I'm unable to see where I contradicted myself... I do not believe that the passage is saying that Melkor literally threw down every mountain that the Valar made. I believe that it is simply saying that Melkor destroyed or corrupted anything he could get his hands on which the Valar made. This does not mean that he had to throw down _ every _ mountain that was put up. He could have corrupted Orodruin, made it on his own so as to spew fire and lay waste to the things which surrounded it; or he could have, as you said, made it out of a pit.


----------



## Flame of Anor (Sep 20, 2002)

> _Originally posted by Anamatar IV _
> *i was just thinking the same thing. Melkor maimed all of the valars creations. Maybe orodruin was a beautiful snow capped moutain in the beginning but melkor made it spew fire. Does it say any where anything about this? *


Here is an interesting thought..........That Mordor could have been the representation of The Udying Lands in ME. I say this because Valinor was a place surrounded by mountains on all sides and a very tall mountain in the middle. And if you compare maps of Mordor with that of Valinor, they are very similar in some respects. Just a thought.

-Flame


----------



## Nahar (Sep 20, 2002)

i cant remember where it said this, maybe in return of the king or some guide to middle earth type book or something, but it said that Morodor always was a "barren wastleland of ash, rock, and darkness." Sauron's presence there only made it worse.


----------



## Mithlond (Sep 20, 2002)

If we think of Middle-earth as an _ancient time_ of our own world (Tolkien liked this idea), then a volcano, such as Orodruin, is just a natural occurance.

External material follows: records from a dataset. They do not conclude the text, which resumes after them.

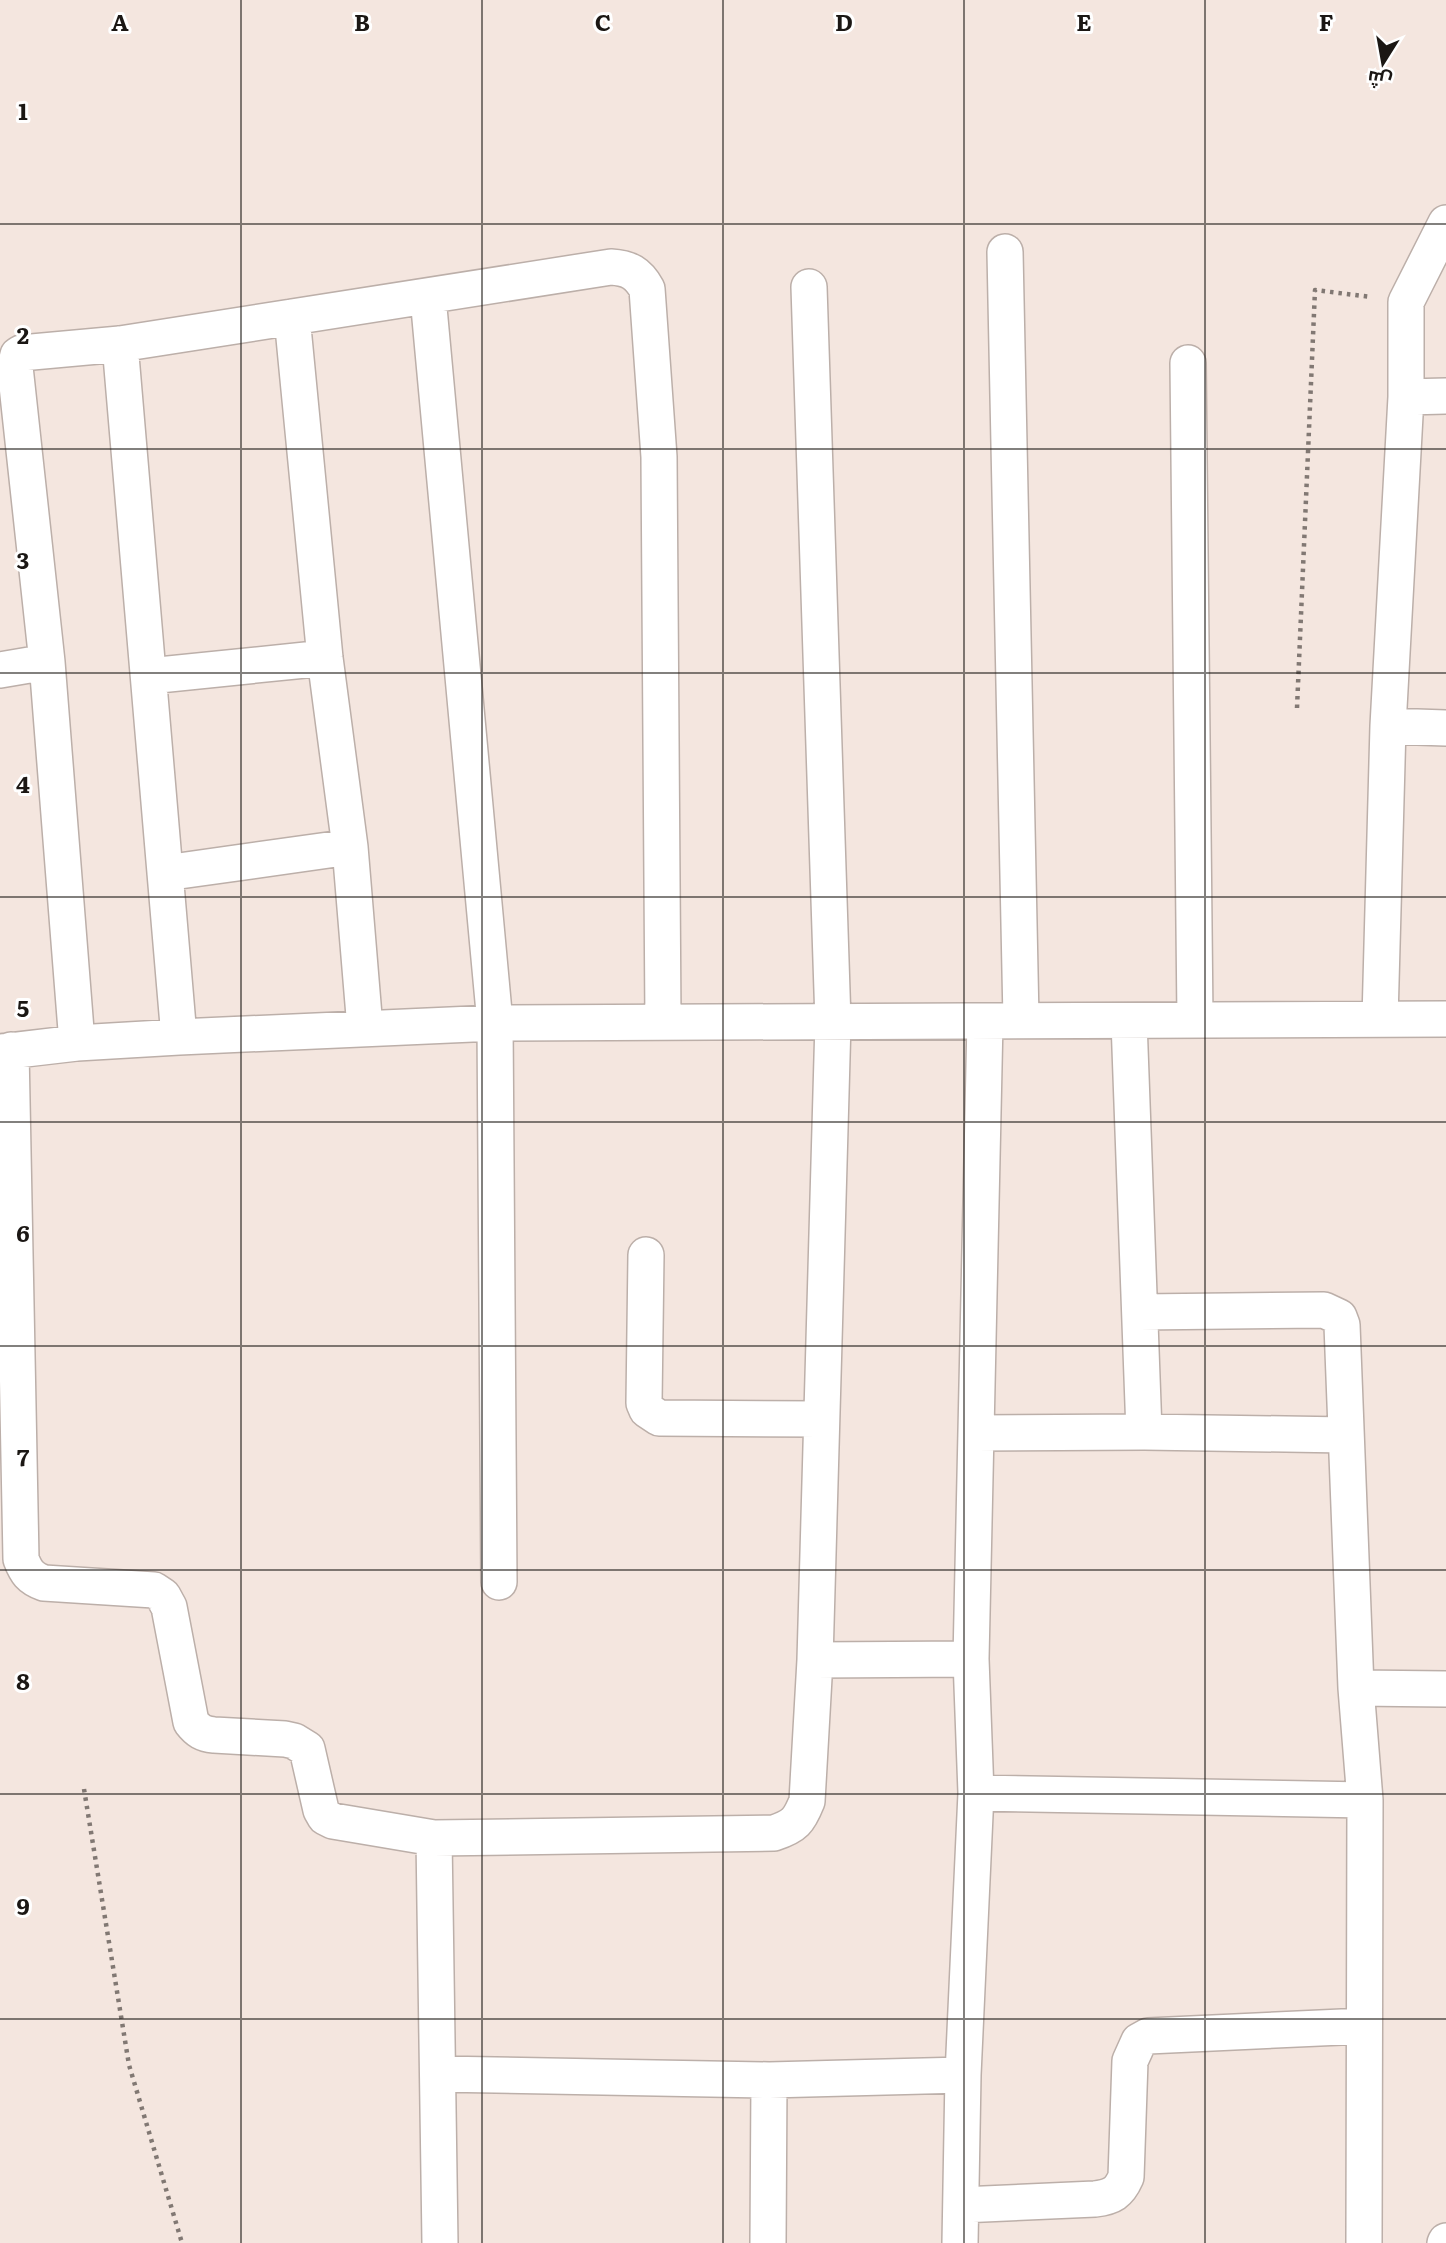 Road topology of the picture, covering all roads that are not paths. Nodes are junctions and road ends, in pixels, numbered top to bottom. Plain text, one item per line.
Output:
1 (1446, 223) edge
2 (1005, 252) dead end
3 (809, 287) dead end
4 (428, 297) junction
5 (292, 317) junction
6 (120, 344) junction
7 (1188, 363) dead end
8 (1446, 396) edge
9 (1406, 397) junction
10 (325, 659) junction
11 (47, 662) junction
12 (0, 670) edge
13 (149, 676) junction
14 (1388, 726) junction
15 (1446, 728) edge
16 (350, 847) junction
17 (165, 873) junction
18 (1021, 1019) junction
19 (1195, 1019) junction
20 (1380, 1019) junction
21 (1446, 1019) edge
22 (985, 1021) junction
23 (1129, 1021) junction
24 (663, 1022) junction
25 (833, 1022) junction
26 (495, 1023) junction
27 (365, 1028) junction
28 (179, 1037) junction
29 (77, 1044) junction
30 (5, 1051) edge
31 (646, 1255) dead end
32 (1140, 1312) junction
33 (820, 1419) junction
34 (1144, 1432) junction
35 (976, 1433) junction
36 (1346, 1435) junction
37 (499, 1583) dead end
38 (971, 1659) junction
39 (815, 1660) junction
40 (1356, 1688) junction
41 (1446, 1689) edge
42 (976, 1793) junction
43 (1365, 1800) junction
44 (434, 1838) junction
45 (1364, 2026) junction
46 (438, 2074) junction
47 (963, 2075) junction
48 (769, 2080) junction
49 (961, 2205) junction
50 (440, 2243) edge
51 (768, 2243) edge
52 (960, 2243) edge
53 (1364, 2243) edge

1 - 9 street
2 - 18 street
3 - 25 street
4 - 5 street
4 - 24 street
4 - 26 street
5 - 6 street
5 - 10 street
6 - 11 street
6 - 13 street
7 - 19 street
8 - 9 street
9 - 14 street
10 - 13 street
10 - 16 street
11 - 12 street
11 - 29 street
13 - 17 street
14 - 15 street
14 - 20 street
16 - 17 street
16 - 27 street
17 - 28 street
18 - 22 street
18 - 23 street
19 - 20 street
19 - 23 street
20 - 21 street
22 - 25 street
22 - 35 street
23 - 32 street
24 - 25 street
24 - 26 street
25 - 33 street
26 - 27 street
26 - 37 street
27 - 28 street
28 - 29 street
29 - 30 street
30 - 44 street
31 - 33 street
32 - 34 street
32 - 36 street
33 - 39 street
34 - 35 street
34 - 36 street
35 - 38 street
36 - 40 street
38 - 39 street
38 - 42 street
39 - 44 street
40 - 41 street
40 - 43 street
42 - 43 street
42 - 47 street
43 - 45 street
44 - 46 street
45 - 49 street
45 - 53 street
46 - 48 street
46 - 50 street
47 - 48 street
47 - 49 street
48 - 51 street
49 - 52 street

A volcanic eruption occur's to blow off a little steam in the earth's core, it has to occur or i dont know what will happen. (the earth explodes?  )


----------



## Nenya Evenstar (Sep 20, 2002)

> A volcanic eruption occur's to blow off a little steam in the earth's core, it has to occur or i dont know what will happen. (the earth explodes? )

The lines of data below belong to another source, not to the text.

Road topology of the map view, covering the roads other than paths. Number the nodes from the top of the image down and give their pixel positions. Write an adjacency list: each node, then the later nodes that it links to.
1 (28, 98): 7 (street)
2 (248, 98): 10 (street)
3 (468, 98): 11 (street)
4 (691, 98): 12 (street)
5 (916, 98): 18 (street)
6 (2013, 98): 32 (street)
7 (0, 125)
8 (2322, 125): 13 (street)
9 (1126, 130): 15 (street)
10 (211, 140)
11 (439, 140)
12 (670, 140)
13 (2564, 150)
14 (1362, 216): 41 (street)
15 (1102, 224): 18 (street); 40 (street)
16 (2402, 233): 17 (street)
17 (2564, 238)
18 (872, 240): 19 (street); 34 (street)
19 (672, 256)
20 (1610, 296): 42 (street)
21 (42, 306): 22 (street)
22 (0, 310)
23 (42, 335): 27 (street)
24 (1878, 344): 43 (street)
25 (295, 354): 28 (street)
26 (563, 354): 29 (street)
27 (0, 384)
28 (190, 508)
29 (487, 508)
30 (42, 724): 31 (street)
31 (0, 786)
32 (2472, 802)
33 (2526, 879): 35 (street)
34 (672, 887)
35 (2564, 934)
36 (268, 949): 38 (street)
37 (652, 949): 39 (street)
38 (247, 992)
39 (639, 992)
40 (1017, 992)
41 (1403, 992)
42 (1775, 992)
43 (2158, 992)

True in our world, but what about in Tolkien's? The two earths could be made out of totally different substances.


----------



## Khamul (Sep 20, 2002)

> Therefore, after a time he made war upon the Exiles, before they should take root. Orodruin burst once more into flame, and was named anew in Gondor Amon Amarth, Mount Doom.



This to me is saying that Sauron had the power to ignite Orodruin into flame. Thus, he could have corrupted it to his purpose, and I believe he could have caused it to be a volcano in the first place.



> The Westron name were as a rule translations of older names: as Rivendell, Hoarwell, Silverlode, Langstrand, The Enemy, the Dark Tower. Some differed in meaning: as Mount Doom for Orodruin 'burning mountain'.


I take this to mean that which was originally a mountain is now in flame... 

Well, I guess information can be oriented to whatever stance one wants to take.


----------